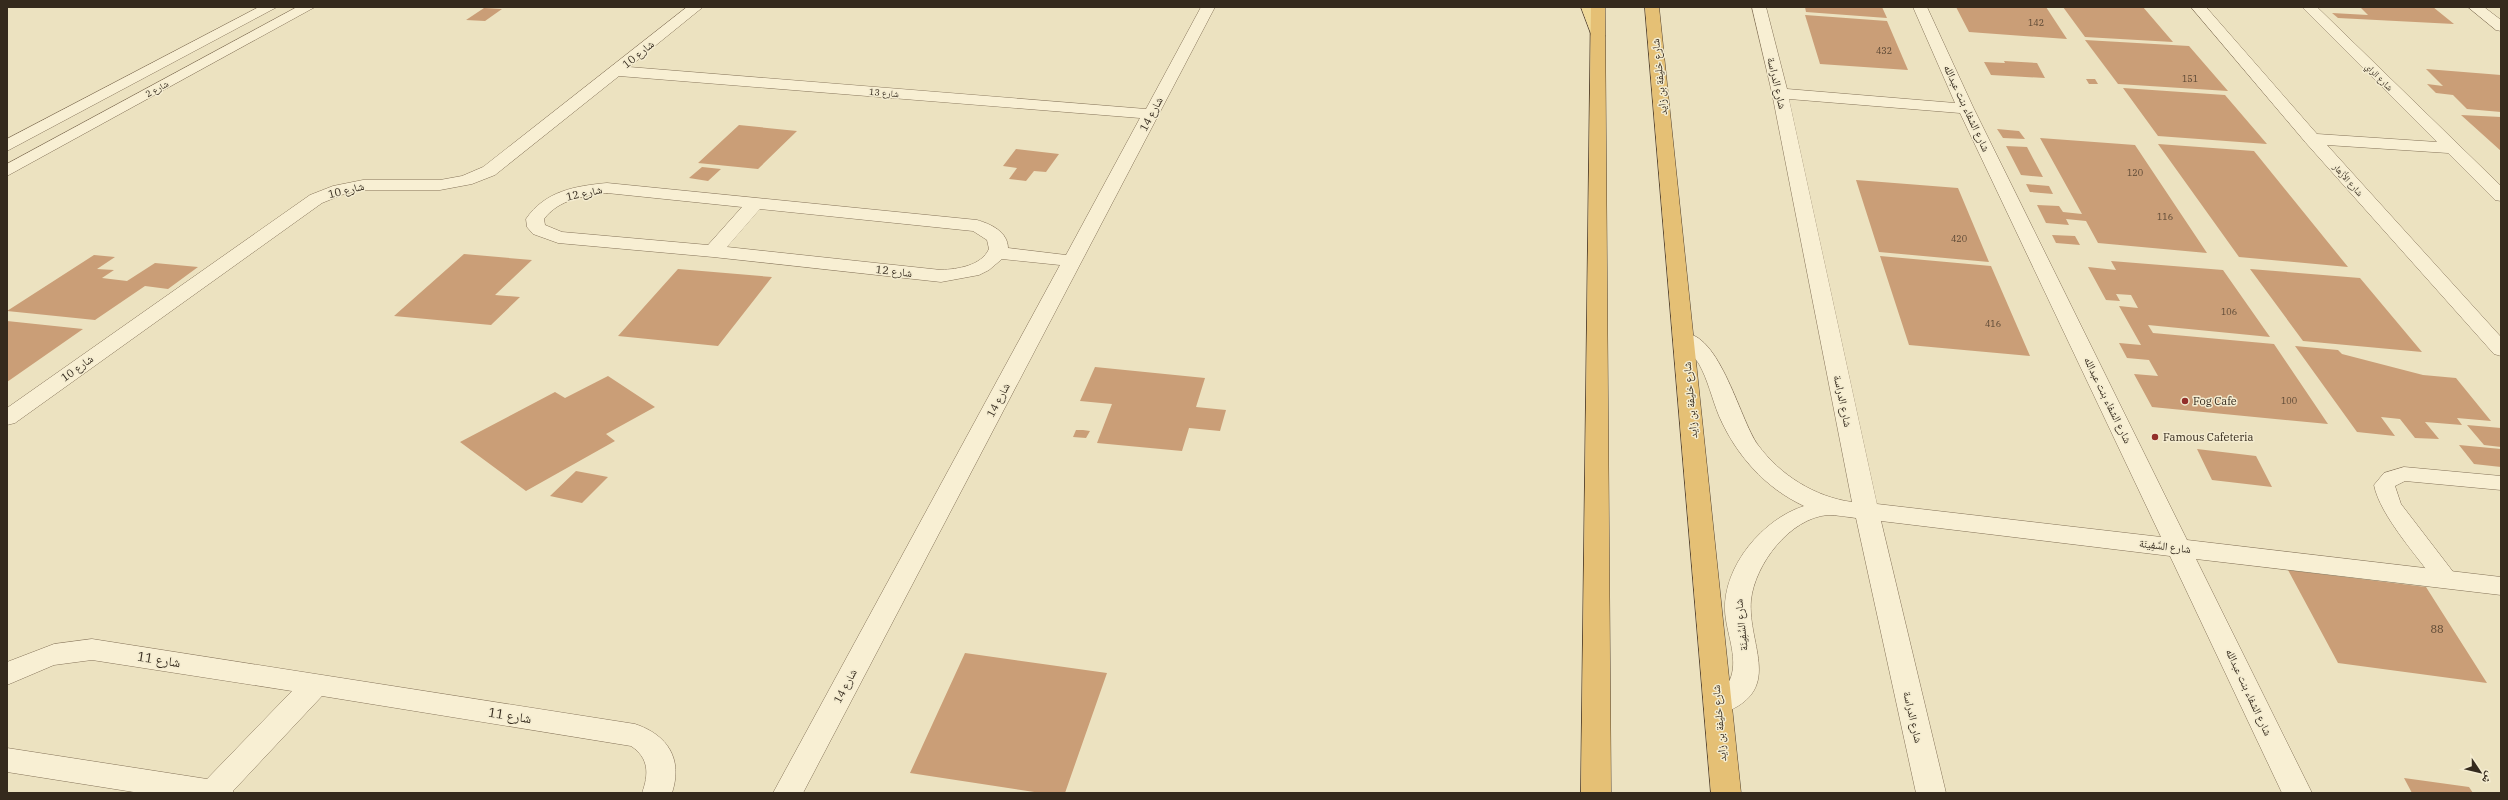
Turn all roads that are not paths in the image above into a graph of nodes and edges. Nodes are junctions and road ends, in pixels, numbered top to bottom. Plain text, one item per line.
1 (270, 7) edge
2 (308, 7) edge
3 (696, 7) edge
4 (1208, 7) edge
5 (1588, 7) edge
6 (1598, 7) edge
7 (1652, 7) edge
8 (1760, 7) edge
9 (1920, 7) edge
10 (2198, 7) edge
11 (2309, 7) edge
12 (2475, 7) edge
13 (2501, 28) edge
14 (1598, 36) junction
15 (618, 71) junction
16 (1780, 93) junction
17 (1966, 109) junction
18 (1151, 114) junction
19 (2312, 139) junction
20 (7, 146) edge
21 (2450, 148) junction
22 (7, 171) edge
23 (2501, 196) edge
24 (756, 204) junction
25 (713, 251) junction
26 (997, 253) junction
27 (1072, 260) junction
28 (1684, 338) junction
29 (2501, 350) edge
30 (7, 418) edge
31 (2501, 483) edge
32 (1828, 507) junction
33 (1866, 511) junction
34 (2180, 548) junction
35 (2446, 579) junction
36 (2501, 586) edge
37 (7, 674) edge
38 (315, 685) junction
39 (1718, 704) junction
40 (7, 760) edge
41 (216, 792) edge
42 (657, 793) edge
43 (788, 793) edge
44 (1596, 793) edge
45 (1726, 793) edge
46 (1931, 793) edge
47 (2297, 793) edge

1 - 20 street, شارع 2
2 - 22 street, شارع 2
3 - 15 street, شارع 10
4 - 18 street, شارع 14
5 - 14 main road
6 - 14 highway
7 - 28 highway, شارع خليفة بن زايد
8 - 16 street, شارع الدراسة
9 - 17 street, شارع الشفاء بنت عبدالله
10 - 19 street, شارع الأَزْهار
11 - 21 street, شارع الراي
12 - 13 street
14 - 44 highway
15 - 18 street, شارع 13
15 - 30 street, شارع 10
16 - 17 street
16 - 33 street, شارع الدراسة
17 - 34 street, شارع الشفاء بنت عبدالله
18 - 27 street, شارع 14
19 - 21 street
19 - 29 street, شارع الأَزْهار
21 - 23 street, شارع الراي
24 - 25 street
24 - 25 street, شارع 12
24 - 26 street, شارع 12
25 - 26 street, شارع 12
26 - 27 street
27 - 43 street, شارع 14
28 - 32 street, شارع السَّفِينَة
28 - 39 highway, شارع خليفة بن زايد
31 - 35 lane
32 - 33 street, شارع السَّفِينَة
32 - 39 street, شارع السَّفِينَة
33 - 34 street, شارع السَّفِينَة
33 - 46 street, شارع الدراسة
34 - 35 street, شارع السَّفِينَة
34 - 47 street, شارع الشفاء بنت عبدالله
35 - 36 street, شارع السَّفِينَة
37 - 38 street, شارع 11
38 - 41 street
38 - 42 street, شارع 11
39 - 45 highway, شارع خليفة بن زايد
40 - 41 street

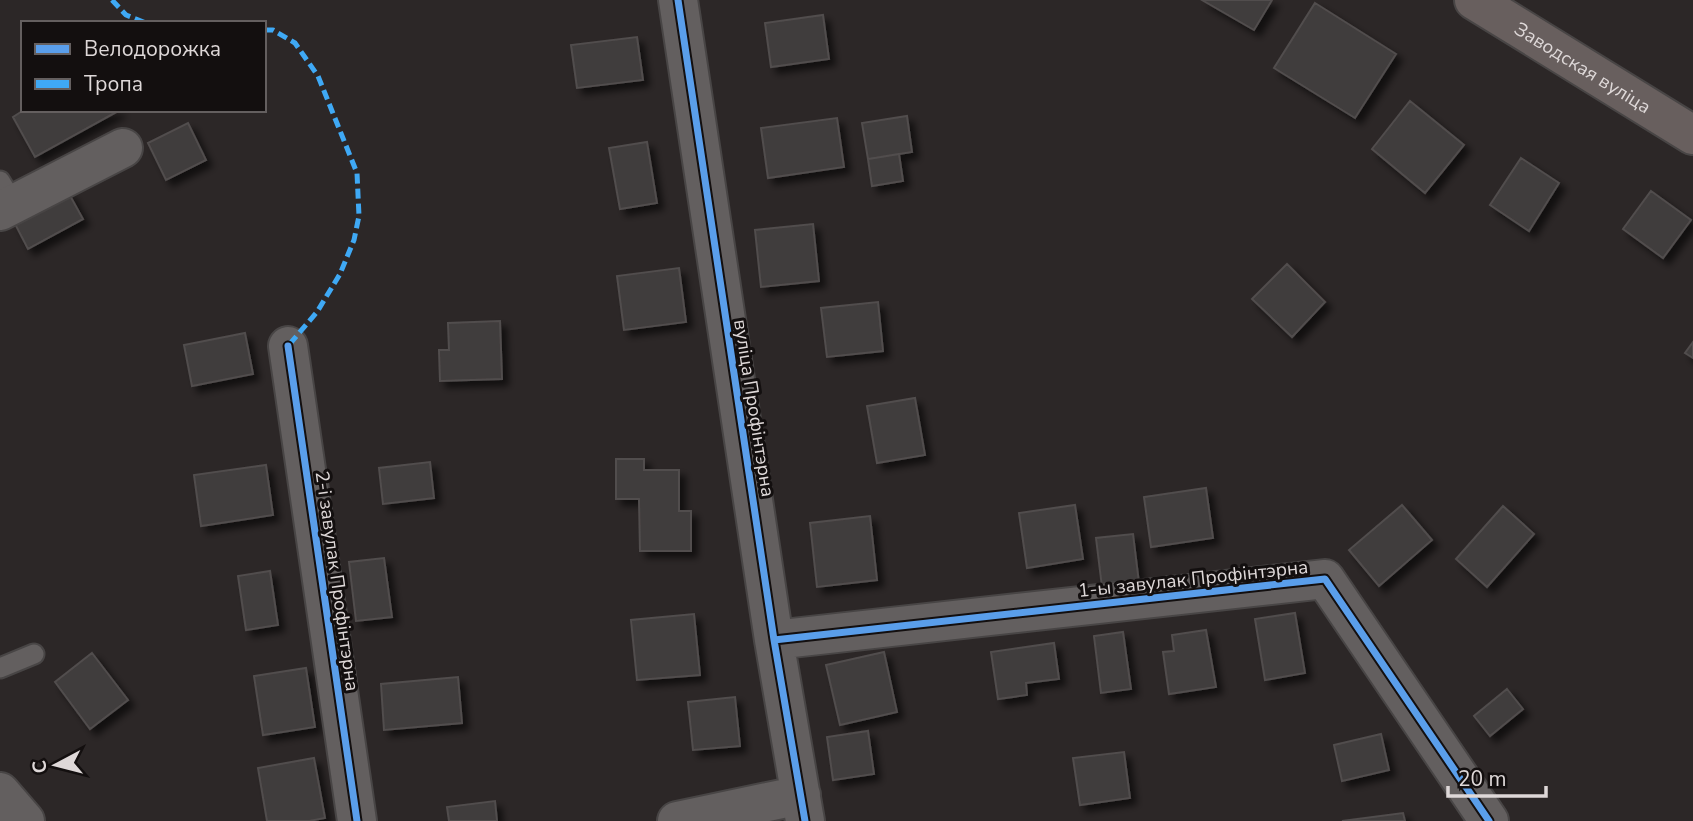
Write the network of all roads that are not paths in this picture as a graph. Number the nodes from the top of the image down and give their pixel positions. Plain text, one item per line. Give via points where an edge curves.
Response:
1 (678, 0) edge
2 (1474, 0) edge
3 (1693, 135) edge
4 (123, 148) dead end
5 (5, 199) edge
6 (288, 346) dead end
7 (774, 640) junction
8 (34, 654) dead end
9 (0, 668) edge
10 (0, 792) edge
11 (803, 808) edge
12 (25, 821) edge
13 (357, 821) edge
14 (677, 821) edge
15 (1489, 821) edge

1 - 7 street, вуліца Профінтэрна
2 - 3 main road, Заводская вуліца
4 - 5 street
6 - 13 street, 2-і завулак Профінтэрна
7 - 11 street, вуліца Профінтэрна
7 - 15 street, 1-ы завулак Профінтэрна via 1325,579
8 - 9 lane
10 - 12 street
11 - 14 street

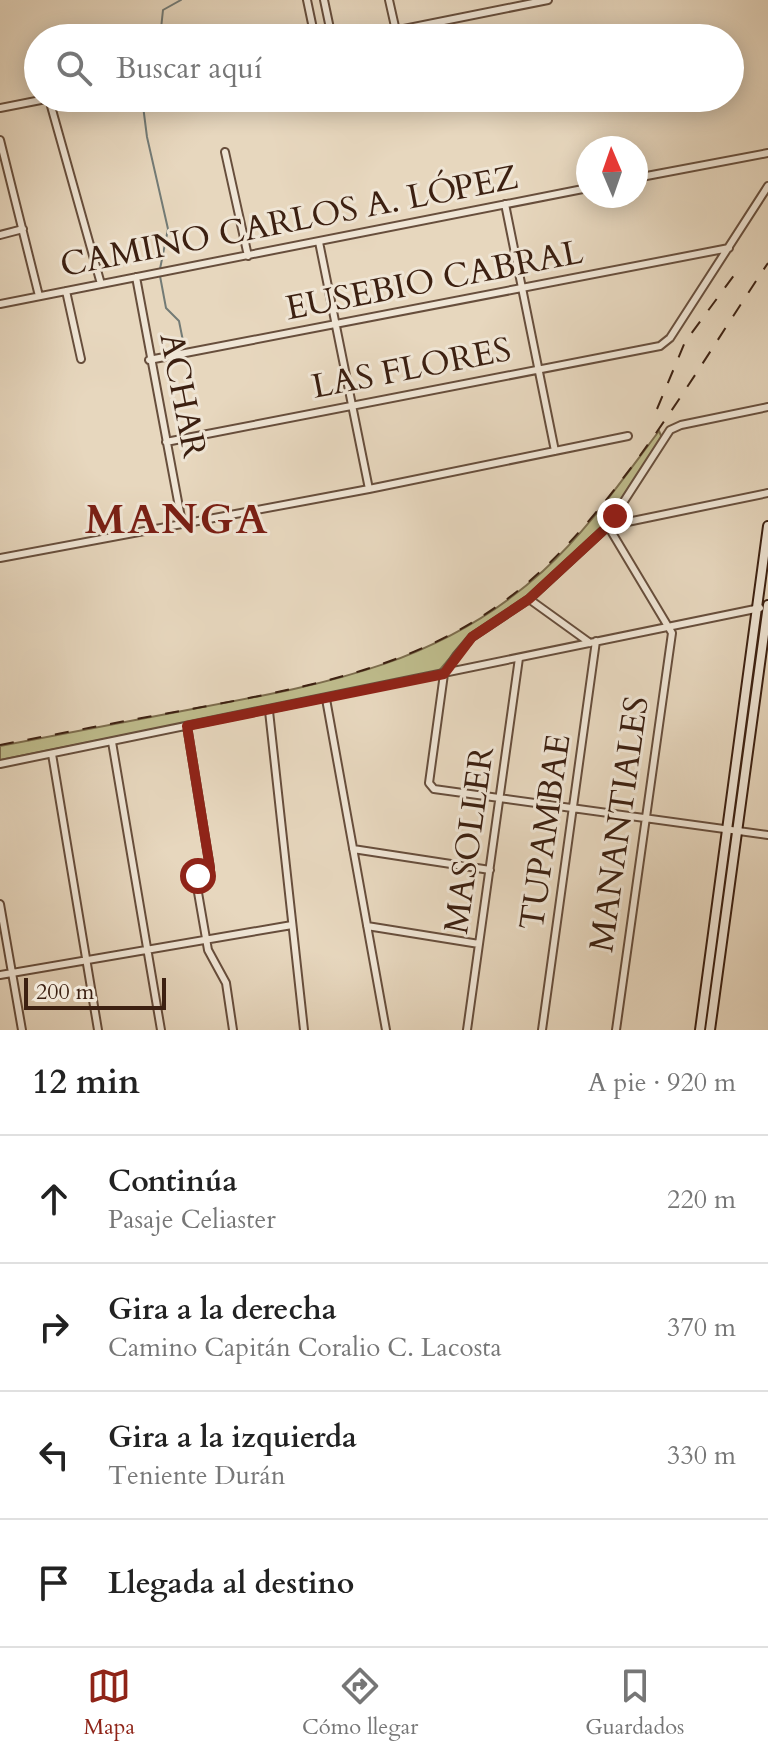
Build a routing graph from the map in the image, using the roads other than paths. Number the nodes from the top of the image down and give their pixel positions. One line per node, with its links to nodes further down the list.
1 (307, 0): 6 (street)
2 (324, 0): 7 (street)
3 (389, 0): 8 (street)
4 (548, 0): 5 (street)
5 (539, 1): 9 (street)
6 (312, 24)
7 (329, 24)
8 (394, 24)
9 (429, 24)
10 (24, 103): 11 (street)
11 (0, 108)
12 (54, 112): 27 (street)
13 (0, 140): 16 (street)
14 (225, 152): 25 (street)
15 (768, 153): 17 (street)
16 (3, 163): 21 (street)
17 (648, 176)
18 (768, 186): 24 (street)
19 (576, 190): 20 (street, CAMINO CARLOS A. LÓPEZ)
20 (505, 204): 23 (street, CAMINO CARLOS A. LÓPEZ); 28 (street)
21 (23, 229): 22 (street); 30 (street)
22 (0, 235)
23 (319, 242): 25 (street, CAMINO CARLOS A. LÓPEZ); 32 (street)
24 (729, 248): 28 (street, EUSEBIO CABRAL); 35 (street, LAS FLORES)
25 (248, 256): 26 (street, CAMINO CARLOS A. LÓPEZ)
26 (136, 277): 27 (street, CAMINO CARLOS A. LÓPEZ); 34 (street, ACHAR)
27 (101, 284): 29 (street, CAMINO CARLOS A. LÓPEZ)
28 (522, 288): 32 (street, EUSEBIO CABRAL); 35 (street)
29 (66, 291): 30 (street, CAMINO CARLOS A. LÓPEZ); 33 (street)
30 (39, 296): 31 (street, CAMINO CARLOS A. LÓPEZ)
31 (0, 304)
32 (336, 324): 34 (street, EUSEBIO CABRAL); 36 (street)
33 (81, 359)
34 (149, 360): 39 (street, ACHAR)
35 (539, 368): 36 (street, LAS FLORES); 40 (street)
36 (352, 406): 39 (street, LAS FLORES); 41 (street)
37 (768, 407): 44 (street)
38 (628, 436): 40 (street)
39 (166, 442): 43 (street, ACHAR)
40 (555, 451): 41 (street)
41 (369, 489): 43 (street)
42 (768, 493): 44 (street)
43 (182, 523): 46 (street)
44 (608, 526): 47 (street); 49 (street)
45 (768, 526): 48 (main road)
46 (0, 558)
47 (529, 599): 50 (street); 52 (street)
48 (765, 606): 49 (street); 62 (main road)
49 (669, 626): 50 (street); 61 (street, MANANTIALES)
50 (593, 642): 51 (street); 60 (street, TUPAMBAE)
51 (519, 658): 52 (street); 59 (street, MASOLLER)
52 (444, 674): 53 (street); 59 (street)
53 (326, 699): 54 (street); 64 (street)
54 (269, 711): 55 (street); 67 (street)
55 (187, 726): 56 (street); 69 (street)
56 (112, 742): 57 (street); 71 (street)
57 (52, 754): 58 (street); 73 (street)
58 (0, 764)
59 (500, 798): 60 (street); 65 (street, MASOLLER)
60 (574, 808): 61 (street); 83 (street, TUPAMBAE)
61 (645, 818): 62 (street); 84 (street, MANANTIALES)
62 (732, 830): 63 (street); 72 (main road)
63 (768, 835)
64 (353, 849): 65 (street); 68 (street)
65 (490, 870): 70 (street, MASOLLER)
66 (0, 904): 74 (street)
67 (292, 925): 69 (street); 80 (street)
68 (367, 926): 70 (street); 81 (street)
69 (206, 940): 71 (street); 79 (street)
70 (479, 944): 82 (street, MASOLLER)
71 (147, 950): 73 (street); 78 (street)
72 (714, 958): 85 (main road); 86 (main road)
73 (87, 960): 74 (street); 77 (street)
74 (12, 973): 75 (street); 76 (street)
75 (0, 975)
76 (22, 1030)
77 (98, 1030)
78 (161, 1030)
79 (233, 1030)
80 (304, 1030)
81 (386, 1030)
82 (467, 1030)
83 (542, 1030)
84 (616, 1030)
85 (700, 1030)
86 (710, 1030)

------------------------------

- [Task goal]: Leaving out the pictures, repeat all the entries exactly as they stand.

- [Reply to the exercise]:
Turn all roads that are not paths in the image above into a graph of nodes and edges. Nodes are junctions and road ends, in pixels, numbered top to bottom. Plain text, one item per line.
1 (270, 7) edge
2 (308, 7) edge
3 (696, 7) edge
4 (1208, 7) edge
5 (1588, 7) edge
6 (1598, 7) edge
7 (1652, 7) edge
8 (1760, 7) edge
9 (1920, 7) edge
10 (2198, 7) edge
11 (2309, 7) edge
12 (2475, 7) edge
13 (2501, 28) edge
14 (1598, 36) junction
15 (618, 71) junction
16 (1780, 93) junction
17 (1966, 109) junction
18 (1151, 114) junction
19 (2312, 139) junction
20 (7, 146) edge
21 (2450, 148) junction
22 (7, 171) edge
23 (2501, 196) edge
24 (756, 204) junction
25 (713, 251) junction
26 (997, 253) junction
27 (1072, 260) junction
28 (1684, 338) junction
29 (2501, 350) edge
30 (7, 418) edge
31 (2501, 483) edge
32 (1828, 507) junction
33 (1866, 511) junction
34 (2180, 548) junction
35 (2446, 579) junction
36 (2501, 586) edge
37 (7, 674) edge
38 (315, 685) junction
39 (1718, 704) junction
40 (7, 760) edge
41 (216, 792) edge
42 (657, 793) edge
43 (788, 793) edge
44 (1596, 793) edge
45 (1726, 793) edge
46 (1931, 793) edge
47 (2297, 793) edge

1 - 20 street, شارع 2
2 - 22 street, شارع 2
3 - 15 street, شارع 10
4 - 18 street, شارع 14
5 - 14 main road
6 - 14 highway
7 - 28 highway, شارع خليفة بن زايد
8 - 16 street, شارع الدراسة
9 - 17 street, شارع الشفاء بنت عبدالله
10 - 19 street, شارع الأَزْهار
11 - 21 street, شارع الراي
12 - 13 street
14 - 44 highway
15 - 18 street, شارع 13
15 - 30 street, شارع 10
16 - 17 street
16 - 33 street, شارع الدراسة
17 - 34 street, شارع الشفاء بنت عبدالله
18 - 27 street, شارع 14
19 - 21 street
19 - 29 street, شارع الأَزْهار
21 - 23 street, شارع الراي
24 - 25 street
24 - 25 street, شارع 12
24 - 26 street, شارع 12
25 - 26 street, شارع 12
26 - 27 street
27 - 43 street, شارع 14
28 - 32 street, شارع السَّفِينَة
28 - 39 highway, شارع خليفة بن زايد
31 - 35 lane
32 - 33 street, شارع السَّفِينَة
32 - 39 street, شارع السَّفِينَة
33 - 34 street, شارع السَّفِينَة
33 - 46 street, شارع الدراسة
34 - 35 street, شارع السَّفِينَة
34 - 47 street, شارع الشفاء بنت عبدالله
35 - 36 street, شارع السَّفِينَة
37 - 38 street, شارع 11
38 - 41 street
38 - 42 street, شارع 11
39 - 45 highway, شارع خليفة بن زايد
40 - 41 street

Write the network of all roads that are not paths in this picture as a graph. Number the nodes from the top of the image down and give their pixel positions. Plain text, one item per line. Give via points where an edge curves.
Response:
1 (678, 0) edge
2 (1474, 0) edge
3 (1693, 135) edge
4 (123, 148) dead end
5 (5, 199) edge
6 (288, 346) dead end
7 (774, 640) junction
8 (34, 654) dead end
9 (0, 668) edge
10 (0, 792) edge
11 (803, 808) edge
12 (25, 821) edge
13 (357, 821) edge
14 (677, 821) edge
15 (1489, 821) edge

1 - 7 street, вуліца Профінтэрна
2 - 3 main road, Заводская вуліца
4 - 5 street
6 - 13 street, 2-і завулак Профінтэрна
7 - 11 street, вуліца Профінтэрна
7 - 15 street, 1-ы завулак Профінтэрна via 1325,579
8 - 9 lane
10 - 12 street
11 - 14 street

Build a routing graph from the map in the image, using the roads other than paths. Number the nodes from the top of the image down and give their pixel positions. One line per node, with its links to nodes further down the list.
1 (307, 0): 6 (street)
2 (324, 0): 7 (street)
3 (389, 0): 8 (street)
4 (548, 0): 5 (street)
5 (539, 1): 9 (street)
6 (312, 24)
7 (329, 24)
8 (394, 24)
9 (429, 24)
10 (24, 103): 11 (street)
11 (0, 108)
12 (54, 112): 27 (street)
13 (0, 140): 16 (street)
14 (225, 152): 25 (street)
15 (768, 153): 17 (street)
16 (3, 163): 21 (street)
17 (648, 176)
18 (768, 186): 24 (street)
19 (576, 190): 20 (street, CAMINO CARLOS A. LÓPEZ)
20 (505, 204): 23 (street, CAMINO CARLOS A. LÓPEZ); 28 (street)
21 (23, 229): 22 (street); 30 (street)
22 (0, 235)
23 (319, 242): 25 (street, CAMINO CARLOS A. LÓPEZ); 32 (street)
24 (729, 248): 28 (street, EUSEBIO CABRAL); 35 (street, LAS FLORES)
25 (248, 256): 26 (street, CAMINO CARLOS A. LÓPEZ)
26 (136, 277): 27 (street, CAMINO CARLOS A. LÓPEZ); 34 (street, ACHAR)
27 (101, 284): 29 (street, CAMINO CARLOS A. LÓPEZ)
28 (522, 288): 32 (street, EUSEBIO CABRAL); 35 (street)
29 (66, 291): 30 (street, CAMINO CARLOS A. LÓPEZ); 33 (street)
30 (39, 296): 31 (street, CAMINO CARLOS A. LÓPEZ)
31 (0, 304)
32 (336, 324): 34 (street, EUSEBIO CABRAL); 36 (street)
33 (81, 359)
34 (149, 360): 39 (street, ACHAR)
35 (539, 368): 36 (street, LAS FLORES); 40 (street)
36 (352, 406): 39 (street, LAS FLORES); 41 (street)
37 (768, 407): 44 (street)
38 (628, 436): 40 (street)
39 (166, 442): 43 (street, ACHAR)
40 (555, 451): 41 (street)
41 (369, 489): 43 (street)
42 (768, 493): 44 (street)
43 (182, 523): 46 (street)
44 (608, 526): 47 (street); 49 (street)
45 (768, 526): 48 (main road)
46 (0, 558)
47 (529, 599): 50 (street); 52 (street)
48 (765, 606): 49 (street); 62 (main road)
49 (669, 626): 50 (street); 61 (street, MANANTIALES)
50 (593, 642): 51 (street); 60 (street, TUPAMBAE)
51 (519, 658): 52 (street); 59 (street, MASOLLER)
52 (444, 674): 53 (street); 59 (street)
53 (326, 699): 54 (street); 64 (street)
54 (269, 711): 55 (street); 67 (street)
55 (187, 726): 56 (street); 69 (street)
56 (112, 742): 57 (street); 71 (street)
57 (52, 754): 58 (street); 73 (street)
58 (0, 764)
59 (500, 798): 60 (street); 65 (street, MASOLLER)
60 (574, 808): 61 (street); 83 (street, TUPAMBAE)
61 (645, 818): 62 (street); 84 (street, MANANTIALES)
62 (732, 830): 63 (street); 72 (main road)
63 (768, 835)
64 (353, 849): 65 (street); 68 (street)
65 (490, 870): 70 (street, MASOLLER)
66 (0, 904): 74 (street)
67 (292, 925): 69 (street); 80 (street)
68 (367, 926): 70 (street); 81 (street)
69 (206, 940): 71 (street); 79 (street)
70 (479, 944): 82 (street, MASOLLER)
71 (147, 950): 73 (street); 78 (street)
72 (714, 958): 85 (main road); 86 (main road)
73 (87, 960): 74 (street); 77 (street)
74 (12, 973): 75 (street); 76 (street)
75 (0, 975)
76 (22, 1030)
77 (98, 1030)
78 (161, 1030)
79 (233, 1030)
80 (304, 1030)
81 (386, 1030)
82 (467, 1030)
83 (542, 1030)
84 (616, 1030)
85 (700, 1030)
86 (710, 1030)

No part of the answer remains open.